Across the records that follow, count each line holding "translate", and write only the total.

────

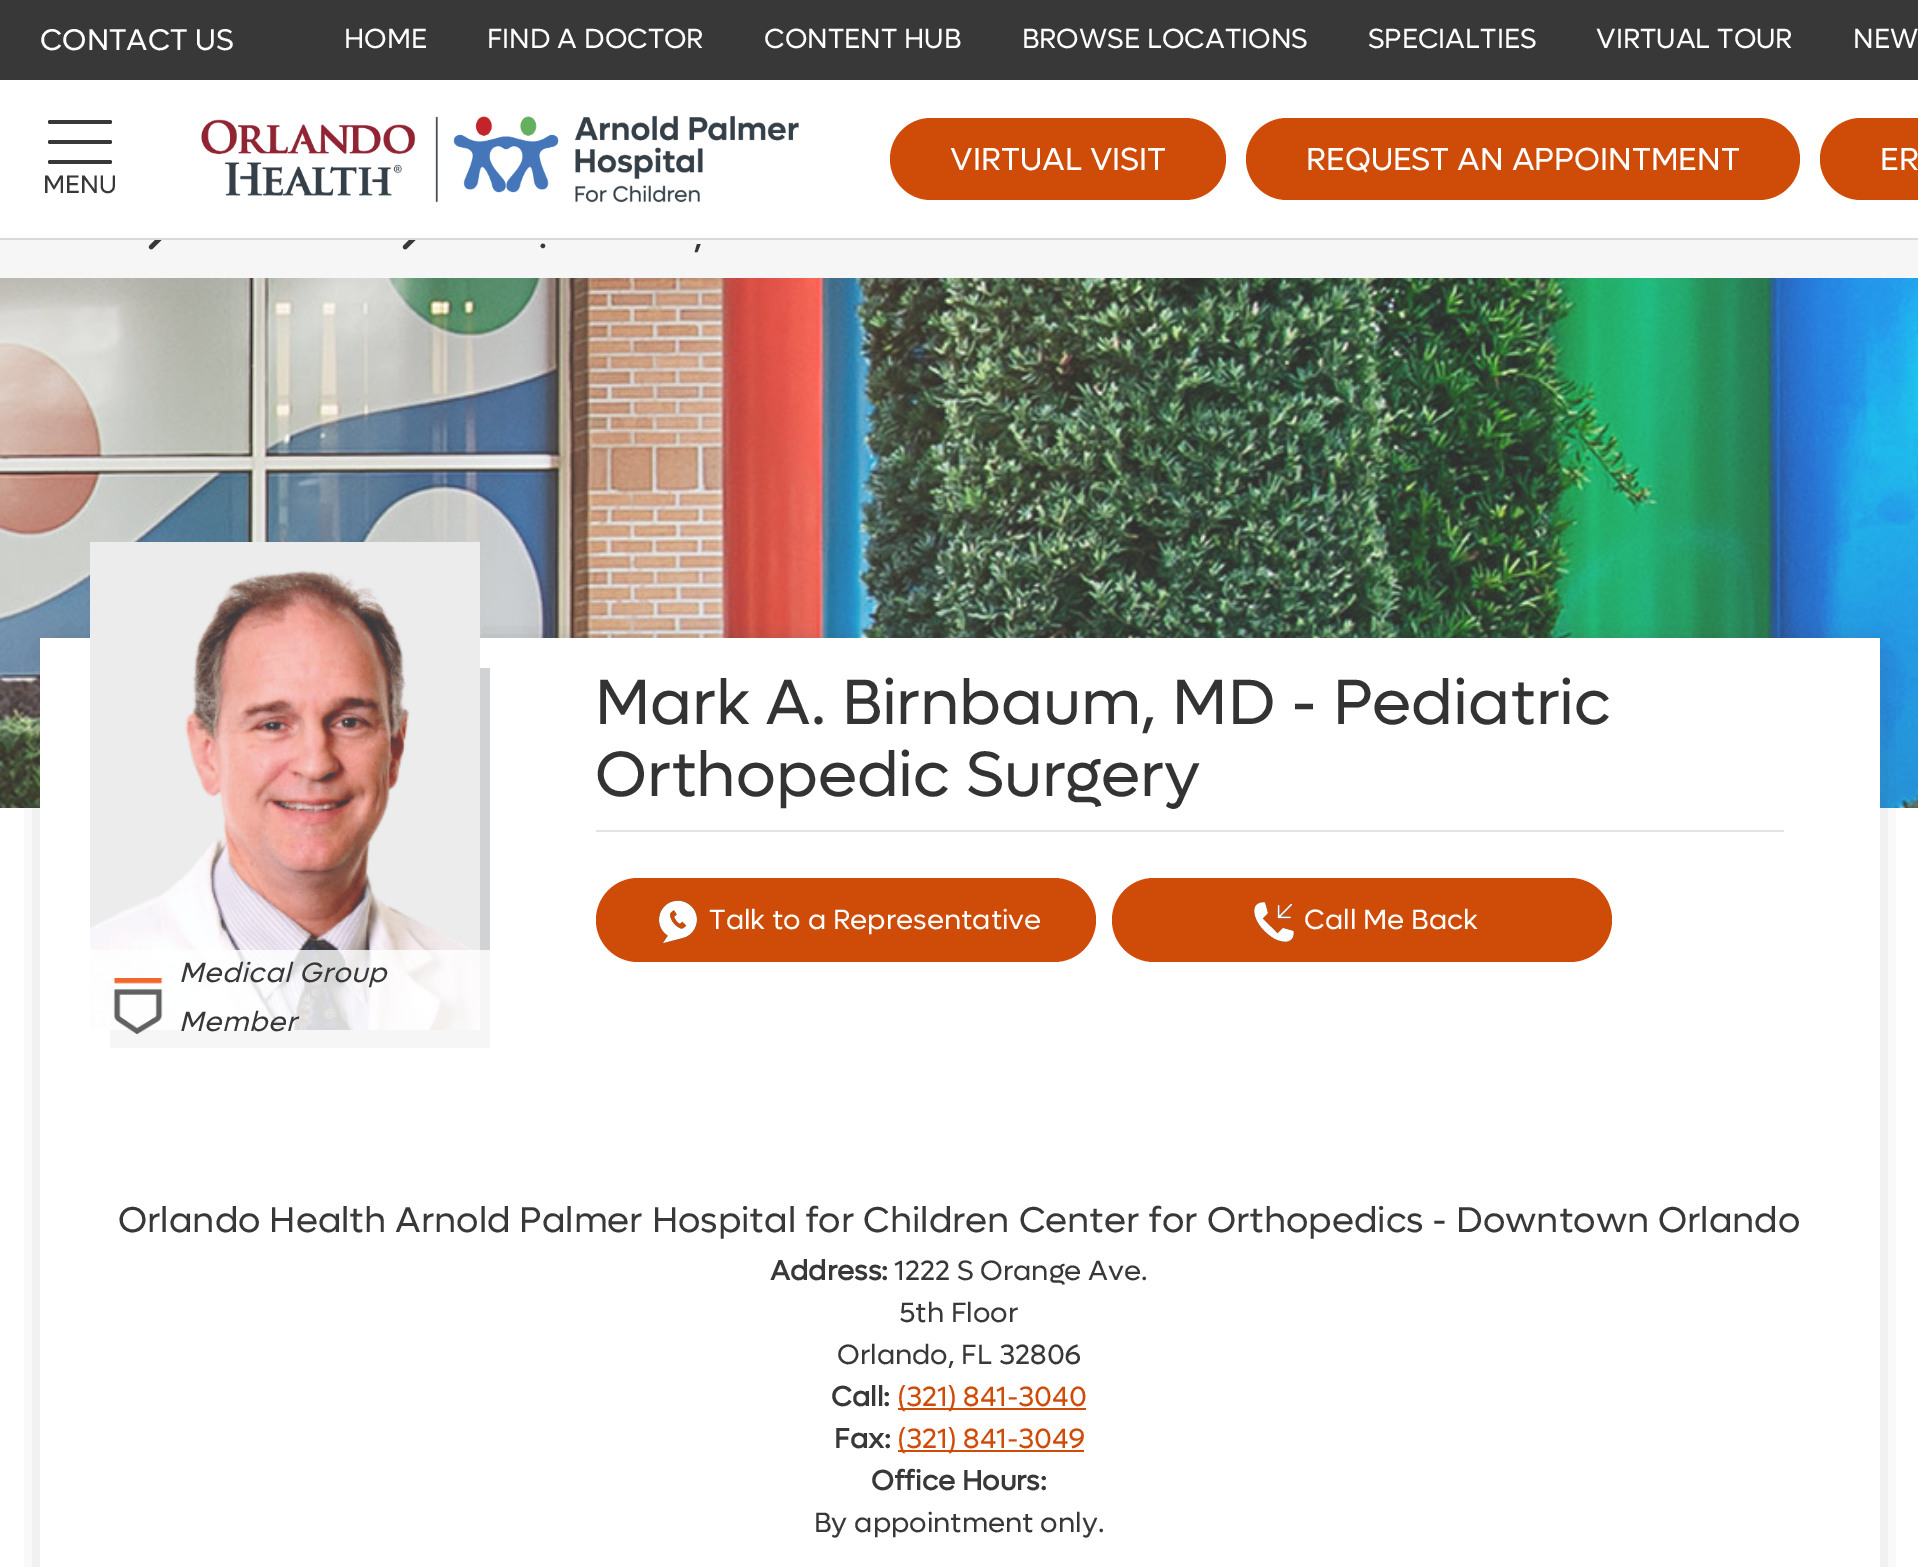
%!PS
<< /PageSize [1918 1567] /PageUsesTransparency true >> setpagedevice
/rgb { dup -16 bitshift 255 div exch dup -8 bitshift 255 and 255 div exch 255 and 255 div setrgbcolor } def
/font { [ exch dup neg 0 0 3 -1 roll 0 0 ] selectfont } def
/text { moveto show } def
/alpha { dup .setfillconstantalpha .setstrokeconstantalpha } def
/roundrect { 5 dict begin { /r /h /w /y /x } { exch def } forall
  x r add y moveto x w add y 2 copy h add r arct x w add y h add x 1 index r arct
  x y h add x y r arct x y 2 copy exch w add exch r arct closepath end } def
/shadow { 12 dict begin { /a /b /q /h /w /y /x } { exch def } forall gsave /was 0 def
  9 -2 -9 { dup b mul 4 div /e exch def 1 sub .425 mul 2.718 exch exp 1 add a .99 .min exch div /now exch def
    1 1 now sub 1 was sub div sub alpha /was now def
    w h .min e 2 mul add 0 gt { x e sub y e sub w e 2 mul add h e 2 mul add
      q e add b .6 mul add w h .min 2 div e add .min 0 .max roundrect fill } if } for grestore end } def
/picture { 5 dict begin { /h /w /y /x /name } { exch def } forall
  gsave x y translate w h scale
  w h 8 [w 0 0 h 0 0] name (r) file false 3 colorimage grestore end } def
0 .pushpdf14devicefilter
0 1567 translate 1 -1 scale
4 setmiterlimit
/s1 { /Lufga-Regular 30 font 16#FFFFFF rgb } def
/s2 { /Lufga-Regular 27.75 font 16#FFFFFF rgb } def
/s3 { /Lufga-Regular 32 font 16#FFFFFF rgb } def
/s4 { /Lufga-Regular 25.5 font 16#393839 rgb } def
/s5 { /Lufga-Bold 30 font 16#393839 rgb } def
/s6 { /Lufga-Regular 64 font 16#333333 rgb } def
/s7 { /Lufga-Regular 28 font 16#FFFFFF rgb } def
/s8 { /Lufga-Regular 36 font 16#393839 rgb } def
/s9 { /Lufga-Bold 28 font 16#393839 rgb } def
/s10 { /Lufga-Regular 28 font 16#393839 rgb } def
/s11 { /Lufga-Regular 28 font 16#CF4B08 rgb } def
16#FFFFFF rgb
0 0 1918 1567 rectfill
16#393839 rgb
0 0 1918 80 rectfill
s1
(CONTACT US) 40 50 text
s2
(HOME) 344 48 text
(FIND A DOCTOR) 487 48 text
(CONTENT HUB) 764 48 text
(BROWSE LOCATIONS) 1022 48 text
(SPECIALTIES) 1368 48 text
(VIRTUAL TOUR) 1596 48 text
(NEW) 1853 48 text
16#D9D9D9 rgb
0 238 1918 2 rectfill
(pic1.raw) 201 115 598 88 picture
16#CF4B08 rgb
890 118 336 82 41 roundrect fill
s3
(VIRTUAL VISIT) 950 170 text
16#CF4B08 rgb
1246 118 554 82 41 roundrect fill
s3
(REQUEST AN APPOINTMENT) 1306 170 text
16#CF4B08 rgb
1861 118 moveto 1918 118 lineto 1918 200 lineto 1861 200 lineto 1838.5 200 1820 181.5 1820 159 curveto 1820 136.5 1838.5 118 1861 118 curveto closepath fill
s3
(ER) 1880 170 text
16#393839 rgb
48 140 64 4 2 roundrect fill
48 120 64 4 2 roundrect fill
48 160 64 4 2 roundrect fill
s4
(MENU) 43 193 text
16#F6F6F6 rgb
0 240 1918 38 rectfill
(pic2.raw) 148 240 14 10 picture
(pic2.raw) 402 240 14 10 picture
s5
(.) 539 248 text
(,) 694 248 text
(pic3.raw) 0 278 1918 530 picture
60 662 1800 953 0 16 1 shadow
16#FFFFFF rgb
40 638 1840 929 rectfill
16#E3E3E3 rgb
596 830 1188 2 rectfill
s6
(Mark A. Birnbaum, MD - Pediatric) 595 724 text
(Orthopedic Surgery) 595 796 text
16#CF4B08 rgb
596 878 500 84 42 roundrect fill
(pic4.raw) 659 900 38 44 picture
s7
(Talk to a Representative) 709 929 text
16#CF4B08 rgb
1112 878 500 84 42 roundrect fill
(pic5.raw) 1254 902 40 40 picture
s7
(Call Me Back) 1304 929 text
(pic6.raw) 110 668 380 380 picture
(pic7.raw) 90 542 390 488 picture
0.8 alpha
90 950 400 98 rectfill
/Lufga-Italic 28 font
1 alpha
16#393839 rgb
179 982 moveto 0.75 0 (Medical Group) ashow
(pic8.raw) 113 978 50 56 picture
179 1031 moveto 0.75 0 (Member) ashow
s8
(Orlando Health Arnold Palmer Hospital for Children Center for Orthopedics - Downtown Orlando) 118 1232 text
s9
(Address:) 770 1280 text
s10
(1222 S Orange Ave.) 894 1280 text
(5th Floor) 899 1322 text
(Orlando, FL 32806) 837 1364 text
s9
(Call:) 831 1406 text
16#CF4B08 rgb
898 1408 188 2 rectfill
s11
(\(321\) 841-3040) 897 1406 text
s9
(Fax:) 834 1448 text
16#CF4B08 rgb
898 1450 186 2 rectfill
s11
(\(321\) 841-3049) 897 1448 text
s9
(Office Hours:) 871 1490 text
s10
(By appointment only.) 814 1532 text
.poppdf14devicefilter showpage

────

* [Result of this task]
2